*EXERCISE DIRECTIONS*
Each line below must be reproduced exactly as it stands. Pictures stay out of the copy.

*DATA EXTRACT*
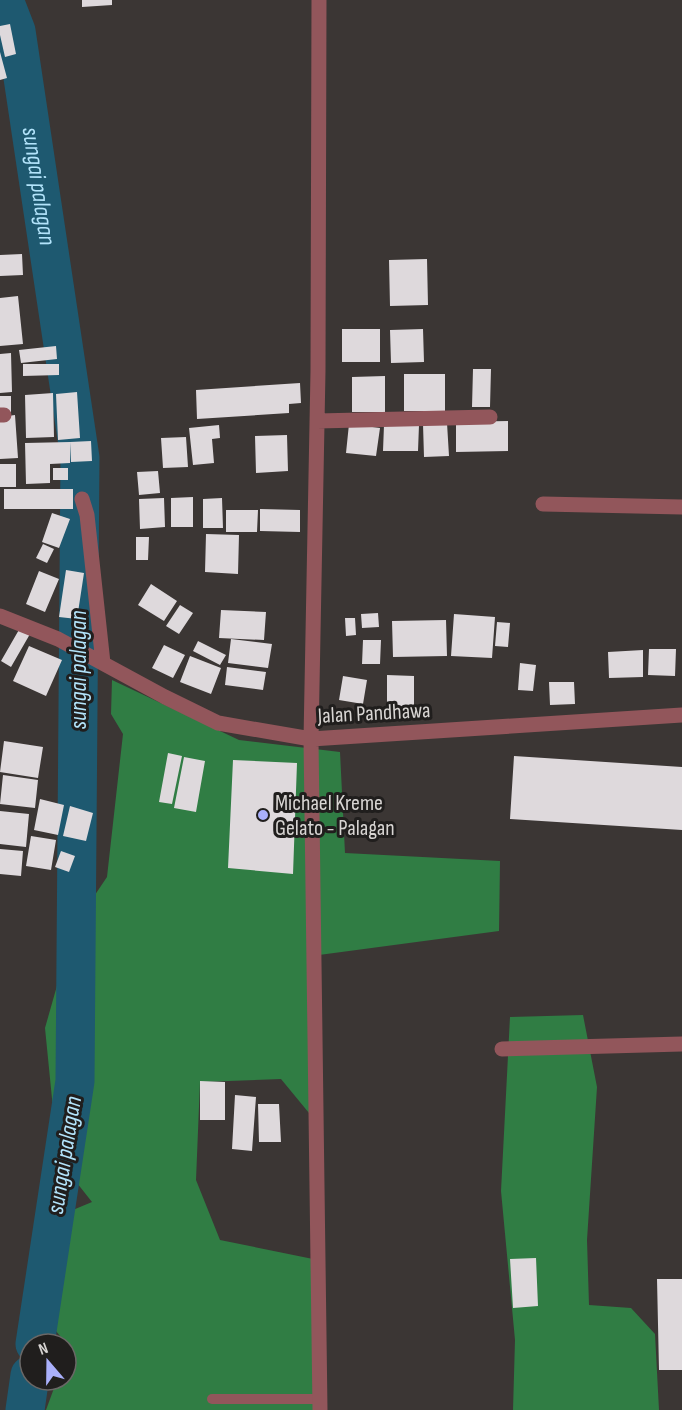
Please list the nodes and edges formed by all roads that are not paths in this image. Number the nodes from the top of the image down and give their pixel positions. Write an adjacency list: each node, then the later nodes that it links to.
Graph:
1 (319, 0): 3 (street)
2 (490, 417): 3 (street)
3 (317, 421): 10 (street)
4 (82, 499): 8 (street)
5 (543, 504): 6 (street)
6 (682, 507)
7 (0, 616): 8 (street, Jalan Pandhawa)
8 (102, 663): 10 (street, Jalan Pandhawa)
9 (682, 715): 10 (street, Jalan Pandhawa)
10 (311, 739): 14 (street)
11 (682, 1044): 12 (street)
12 (502, 1049)
13 (212, 1399): 14 (lane)
14 (320, 1405)

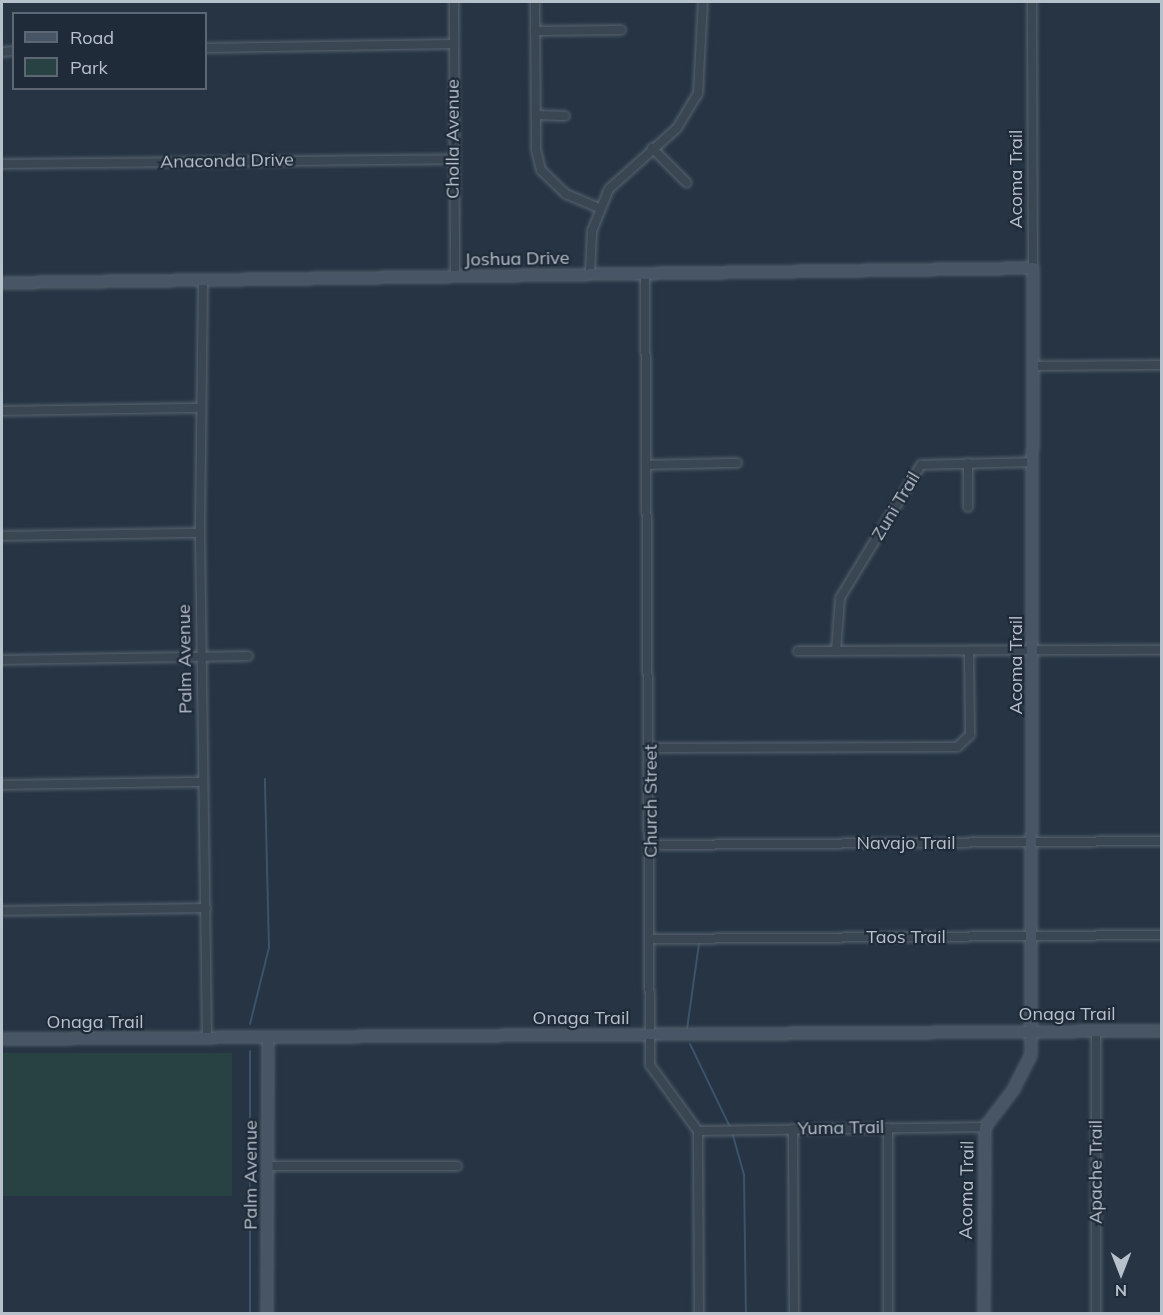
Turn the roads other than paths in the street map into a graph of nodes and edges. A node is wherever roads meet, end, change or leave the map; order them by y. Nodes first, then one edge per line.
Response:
1 (454, 2) edge
2 (535, 2) edge
3 (703, 2) edge
4 (1032, 2) edge
5 (621, 30) dead end
6 (535, 31) junction
7 (454, 44) junction
8 (207, 48) edge
9 (536, 115) junction
10 (565, 116) dead end
11 (652, 148) junction
12 (452, 159) junction
13 (2, 164) edge
14 (687, 183) dead end
15 (599, 208) junction
16 (1034, 268) junction
17 (645, 273) junction
18 (590, 274) junction
19 (455, 276) junction
20 (203, 280) junction
21 (2, 283) edge
22 (1161, 365) edge
23 (1033, 366) junction
24 (200, 408) junction
25 (2, 411) edge
26 (1033, 462) junction
27 (737, 463) dead end
28 (968, 463) junction
29 (647, 465) junction
30 (968, 507) dead end
31 (200, 533) junction
32 (2, 536) edge
33 (1161, 650) edge
34 (798, 651) dead end
35 (836, 651) junction
36 (969, 651) junction
37 (1033, 651) junction
38 (249, 656) dead end
39 (202, 657) junction
40 (2, 660) edge
41 (650, 748) junction
42 (203, 782) junction
43 (2, 784) edge
44 (1161, 841) edge
45 (1032, 842) junction
46 (651, 844) junction
47 (206, 908) junction
48 (2, 911) edge
49 (1161, 935) edge
50 (1032, 936) junction
51 (651, 939) junction
52 (1032, 1031) junction
53 (1096, 1031) junction
54 (1161, 1031) edge
55 (651, 1034) junction
56 (268, 1037) junction
57 (207, 1038) junction
58 (2, 1040) edge
59 (985, 1127) junction
60 (888, 1128) junction
61 (793, 1129) junction
62 (698, 1131) junction
63 (267, 1166) junction
64 (457, 1166) dead end
65 (267, 1314) edge
66 (699, 1314) edge
67 (794, 1314) edge
68 (888, 1314) edge
69 (984, 1314) edge
70 (1096, 1314) edge

1 - 7 street, Cholla Avenue
2 - 6 street
3 - 11 street
4 - 16 street, Acoma Trail
5 - 6 street
6 - 9 street
7 - 8 street
7 - 12 street, Cholla Avenue
9 - 10 street
9 - 15 street
11 - 14 street
11 - 15 street
12 - 13 street, Anaconda Drive
12 - 19 street, Cholla Avenue
15 - 18 street
16 - 17 street, Joshua Drive
16 - 23 street, Acoma Trail
17 - 18 street, Joshua Drive
17 - 29 street, Church Street
18 - 19 street, Joshua Drive
19 - 20 street, Joshua Drive
20 - 21 street, Joshua Drive
20 - 24 street, Palm Avenue
22 - 23 street
23 - 26 street, Acoma Trail
24 - 25 street
24 - 31 street, Palm Avenue
26 - 28 street, Zuni Trail
26 - 37 street, Acoma Trail
27 - 29 street
28 - 30 street
28 - 35 street, Zuni Trail
29 - 41 street, Church Street
31 - 32 street
31 - 39 street, Palm Avenue
33 - 37 street
34 - 35 street
35 - 36 street
36 - 37 street
36 - 41 street
37 - 45 street, Acoma Trail
38 - 39 street
39 - 40 street
39 - 42 street, Palm Avenue
41 - 46 street, Church Street
42 - 43 street
42 - 47 street, Palm Avenue
44 - 45 street, Navajo Trail
45 - 46 street, Navajo Trail
45 - 50 street, Acoma Trail
46 - 51 street, Church Street
47 - 48 street
47 - 57 street, Palm Avenue
49 - 50 street, Taos Trail
50 - 51 street, Taos Trail
50 - 52 street, Acoma Trail
51 - 55 street, Church Street
52 - 53 street, Onaga Trail
52 - 55 street, Onaga Trail
52 - 59 street, Acoma Trail
53 - 54 street, Onaga Trail
53 - 70 street, Apache Trail
55 - 56 street, Onaga Trail
55 - 62 street, Church Street
56 - 57 street, Onaga Trail
56 - 63 street, Palm Avenue
57 - 58 street, Onaga Trail
59 - 60 street, Yuma Trail
59 - 69 street, Acoma Trail
60 - 61 street, Yuma Trail
60 - 68 street
61 - 62 street, Yuma Trail
61 - 67 street
62 - 66 street
63 - 64 street
63 - 65 street, Palm Avenue

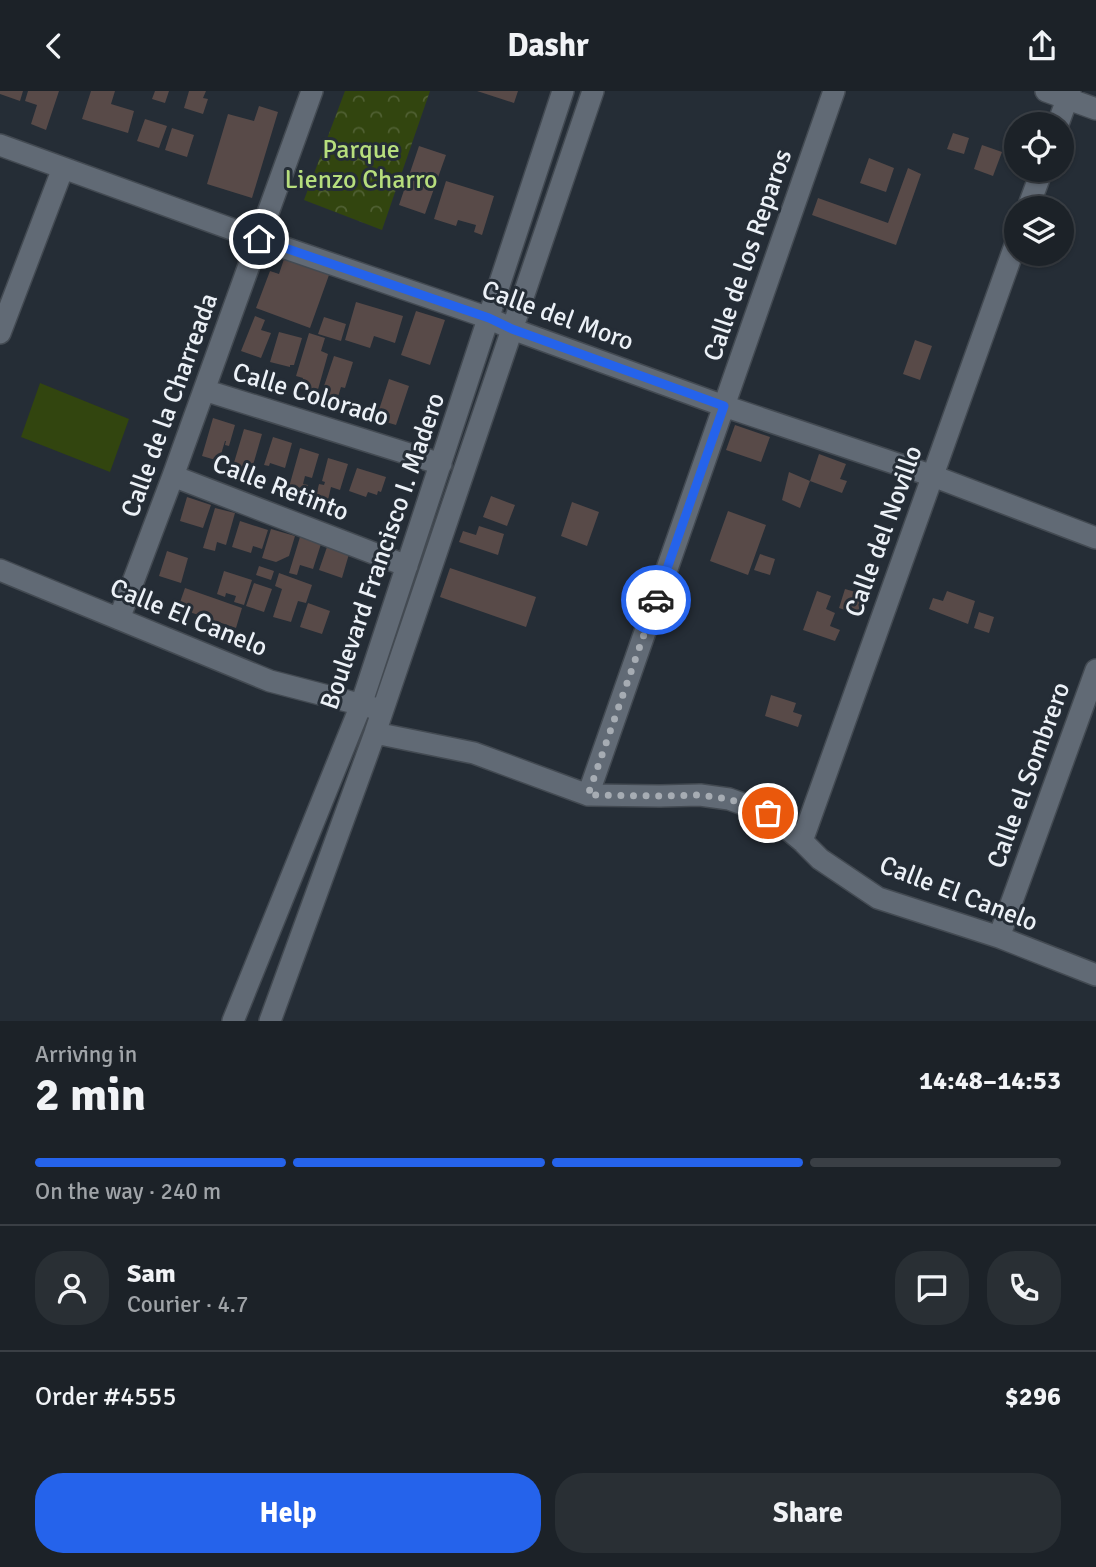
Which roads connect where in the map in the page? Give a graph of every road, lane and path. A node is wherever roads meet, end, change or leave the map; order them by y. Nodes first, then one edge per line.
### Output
1 (312, 91) edge
2 (563, 91) edge
3 (593, 91) edge
4 (834, 91) edge
5 (1046, 91) edge
6 (1068, 95) edge
7 (1096, 109) edge
8 (1062, 112) edge
9 (0, 145) edge
10 (63, 168) junction
11 (259, 239) junction
12 (1008, 266) edge
13 (489, 318) junction
14 (512, 329) junction
15 (0, 333) edge
16 (204, 390) junction
17 (724, 406) junction
18 (441, 464) junction
19 (173, 476) junction
20 (933, 476) junction
21 (1096, 538) edge
22 (407, 566) junction
23 (0, 570) edge
24 (119, 618) junction
25 (1096, 670) edge
26 (361, 705) junction
27 (383, 710) junction
28 (375, 733) junction
29 (588, 795) junction
30 (802, 841) junction
31 (999, 937) junction
32 (1096, 975) edge
33 (233, 1021) edge
34 (270, 1021) edge

1 - 11 street, Calle de la Charreada
2 - 13 street, Boulevard Francisco I. Madero
3 - 14 street, Boulevard Francisco I. Madero
4 - 17 street, Calle de los Reparos
5 - 6 street
6 - 7 street
6 - 8 street
9 - 10 street, Calle del Moro
10 - 11 street, Calle del Moro
10 - 15 street
11 - 13 street, Calle del Moro
11 - 16 street, Calle de la Charreada
12 - 20 street, Calle del Novillo
13 - 14 street, Calle del Moro
13 - 18 street, Boulevard Francisco I. Madero
14 - 17 street, Calle del Moro
14 - 27 street, Boulevard Francisco I. Madero
16 - 18 street, Calle Colorado
16 - 19 street, Calle de la Charreada
17 - 20 street, Calle del Moro
17 - 29 street, Calle de los Reparos
18 - 22 street, Boulevard Francisco I. Madero
19 - 22 street, Calle Retinto
19 - 24 street, Calle de la Charreada
20 - 21 street, Calle del Moro
20 - 30 street, Calle del Novillo
22 - 26 street, Boulevard Francisco I. Madero
23 - 24 street, Calle El Canelo
24 - 26 street, Calle El Canelo
25 - 31 street, Calle el Sombrero
26 - 27 street, Calle El Canelo
26 - 33 street, Boulevard Francisco I. Madero
27 - 28 street, Boulevard Francisco I. Madero
28 - 29 street, Calle El Canelo
28 - 34 street, Boulevard Francisco I. Madero
29 - 30 street, Calle El Canelo
30 - 31 street, Calle El Canelo
31 - 32 street, Calle El Canelo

*ANSWER BOX*
Please list the nodes and edges formed by all roads that are not paths in this image. Number the nodes from the top of the image down and give their pixel positions. Write an adjacency list: each node, then the later nodes that it links to.
Graph:
1 (319, 0): 3 (street)
2 (490, 417): 3 (street)
3 (317, 421): 10 (street)
4 (82, 499): 8 (street)
5 (543, 504): 6 (street)
6 (682, 507)
7 (0, 616): 8 (street, Jalan Pandhawa)
8 (102, 663): 10 (street, Jalan Pandhawa)
9 (682, 715): 10 (street, Jalan Pandhawa)
10 (311, 739): 14 (street)
11 (682, 1044): 12 (street)
12 (502, 1049)
13 (212, 1399): 14 (lane)
14 (320, 1405)

Turn the roads other than paths in the street map into a graph of nodes and edges. A node is wherever roads meet, end, change or leave the map; order them by y. Nodes first, then one edge per line.
Response:
1 (454, 2) edge
2 (535, 2) edge
3 (703, 2) edge
4 (1032, 2) edge
5 (621, 30) dead end
6 (535, 31) junction
7 (454, 44) junction
8 (207, 48) edge
9 (536, 115) junction
10 (565, 116) dead end
11 (652, 148) junction
12 (452, 159) junction
13 (2, 164) edge
14 (687, 183) dead end
15 (599, 208) junction
16 (1034, 268) junction
17 (645, 273) junction
18 (590, 274) junction
19 (455, 276) junction
20 (203, 280) junction
21 (2, 283) edge
22 (1161, 365) edge
23 (1033, 366) junction
24 (200, 408) junction
25 (2, 411) edge
26 (1033, 462) junction
27 (737, 463) dead end
28 (968, 463) junction
29 (647, 465) junction
30 (968, 507) dead end
31 (200, 533) junction
32 (2, 536) edge
33 (1161, 650) edge
34 (798, 651) dead end
35 (836, 651) junction
36 (969, 651) junction
37 (1033, 651) junction
38 (249, 656) dead end
39 (202, 657) junction
40 (2, 660) edge
41 (650, 748) junction
42 (203, 782) junction
43 (2, 784) edge
44 (1161, 841) edge
45 (1032, 842) junction
46 (651, 844) junction
47 (206, 908) junction
48 (2, 911) edge
49 (1161, 935) edge
50 (1032, 936) junction
51 (651, 939) junction
52 (1032, 1031) junction
53 (1096, 1031) junction
54 (1161, 1031) edge
55 (651, 1034) junction
56 (268, 1037) junction
57 (207, 1038) junction
58 (2, 1040) edge
59 (985, 1127) junction
60 (888, 1128) junction
61 (793, 1129) junction
62 (698, 1131) junction
63 (267, 1166) junction
64 (457, 1166) dead end
65 (267, 1314) edge
66 (699, 1314) edge
67 (794, 1314) edge
68 (888, 1314) edge
69 (984, 1314) edge
70 (1096, 1314) edge

1 - 7 street, Cholla Avenue
2 - 6 street
3 - 11 street
4 - 16 street, Acoma Trail
5 - 6 street
6 - 9 street
7 - 8 street
7 - 12 street, Cholla Avenue
9 - 10 street
9 - 15 street
11 - 14 street
11 - 15 street
12 - 13 street, Anaconda Drive
12 - 19 street, Cholla Avenue
15 - 18 street
16 - 17 street, Joshua Drive
16 - 23 street, Acoma Trail
17 - 18 street, Joshua Drive
17 - 29 street, Church Street
18 - 19 street, Joshua Drive
19 - 20 street, Joshua Drive
20 - 21 street, Joshua Drive
20 - 24 street, Palm Avenue
22 - 23 street
23 - 26 street, Acoma Trail
24 - 25 street
24 - 31 street, Palm Avenue
26 - 28 street, Zuni Trail
26 - 37 street, Acoma Trail
27 - 29 street
28 - 30 street
28 - 35 street, Zuni Trail
29 - 41 street, Church Street
31 - 32 street
31 - 39 street, Palm Avenue
33 - 37 street
34 - 35 street
35 - 36 street
36 - 37 street
36 - 41 street
37 - 45 street, Acoma Trail
38 - 39 street
39 - 40 street
39 - 42 street, Palm Avenue
41 - 46 street, Church Street
42 - 43 street
42 - 47 street, Palm Avenue
44 - 45 street, Navajo Trail
45 - 46 street, Navajo Trail
45 - 50 street, Acoma Trail
46 - 51 street, Church Street
47 - 48 street
47 - 57 street, Palm Avenue
49 - 50 street, Taos Trail
50 - 51 street, Taos Trail
50 - 52 street, Acoma Trail
51 - 55 street, Church Street
52 - 53 street, Onaga Trail
52 - 55 street, Onaga Trail
52 - 59 street, Acoma Trail
53 - 54 street, Onaga Trail
53 - 70 street, Apache Trail
55 - 56 street, Onaga Trail
55 - 62 street, Church Street
56 - 57 street, Onaga Trail
56 - 63 street, Palm Avenue
57 - 58 street, Onaga Trail
59 - 60 street, Yuma Trail
59 - 69 street, Acoma Trail
60 - 61 street, Yuma Trail
60 - 68 street
61 - 62 street, Yuma Trail
61 - 67 street
62 - 66 street
63 - 64 street
63 - 65 street, Palm Avenue

Which roads connect where in the map in the page? Give a graph of every road, lane and path. A node is wherever roads meet, end, change or leave the map; order them by y. Nodes first, then one edge per line.
### Output
1 (312, 91) edge
2 (563, 91) edge
3 (593, 91) edge
4 (834, 91) edge
5 (1046, 91) edge
6 (1068, 95) edge
7 (1096, 109) edge
8 (1062, 112) edge
9 (0, 145) edge
10 (63, 168) junction
11 (259, 239) junction
12 (1008, 266) edge
13 (489, 318) junction
14 (512, 329) junction
15 (0, 333) edge
16 (204, 390) junction
17 (724, 406) junction
18 (441, 464) junction
19 (173, 476) junction
20 (933, 476) junction
21 (1096, 538) edge
22 (407, 566) junction
23 (0, 570) edge
24 (119, 618) junction
25 (1096, 670) edge
26 (361, 705) junction
27 (383, 710) junction
28 (375, 733) junction
29 (588, 795) junction
30 (802, 841) junction
31 (999, 937) junction
32 (1096, 975) edge
33 (233, 1021) edge
34 (270, 1021) edge

1 - 11 street, Calle de la Charreada
2 - 13 street, Boulevard Francisco I. Madero
3 - 14 street, Boulevard Francisco I. Madero
4 - 17 street, Calle de los Reparos
5 - 6 street
6 - 7 street
6 - 8 street
9 - 10 street, Calle del Moro
10 - 11 street, Calle del Moro
10 - 15 street
11 - 13 street, Calle del Moro
11 - 16 street, Calle de la Charreada
12 - 20 street, Calle del Novillo
13 - 14 street, Calle del Moro
13 - 18 street, Boulevard Francisco I. Madero
14 - 17 street, Calle del Moro
14 - 27 street, Boulevard Francisco I. Madero
16 - 18 street, Calle Colorado
16 - 19 street, Calle de la Charreada
17 - 20 street, Calle del Moro
17 - 29 street, Calle de los Reparos
18 - 22 street, Boulevard Francisco I. Madero
19 - 22 street, Calle Retinto
19 - 24 street, Calle de la Charreada
20 - 21 street, Calle del Moro
20 - 30 street, Calle del Novillo
22 - 26 street, Boulevard Francisco I. Madero
23 - 24 street, Calle El Canelo
24 - 26 street, Calle El Canelo
25 - 31 street, Calle el Sombrero
26 - 27 street, Calle El Canelo
26 - 33 street, Boulevard Francisco I. Madero
27 - 28 street, Boulevard Francisco I. Madero
28 - 29 street, Calle El Canelo
28 - 34 street, Boulevard Francisco I. Madero
29 - 30 street, Calle El Canelo
30 - 31 street, Calle El Canelo
31 - 32 street, Calle El Canelo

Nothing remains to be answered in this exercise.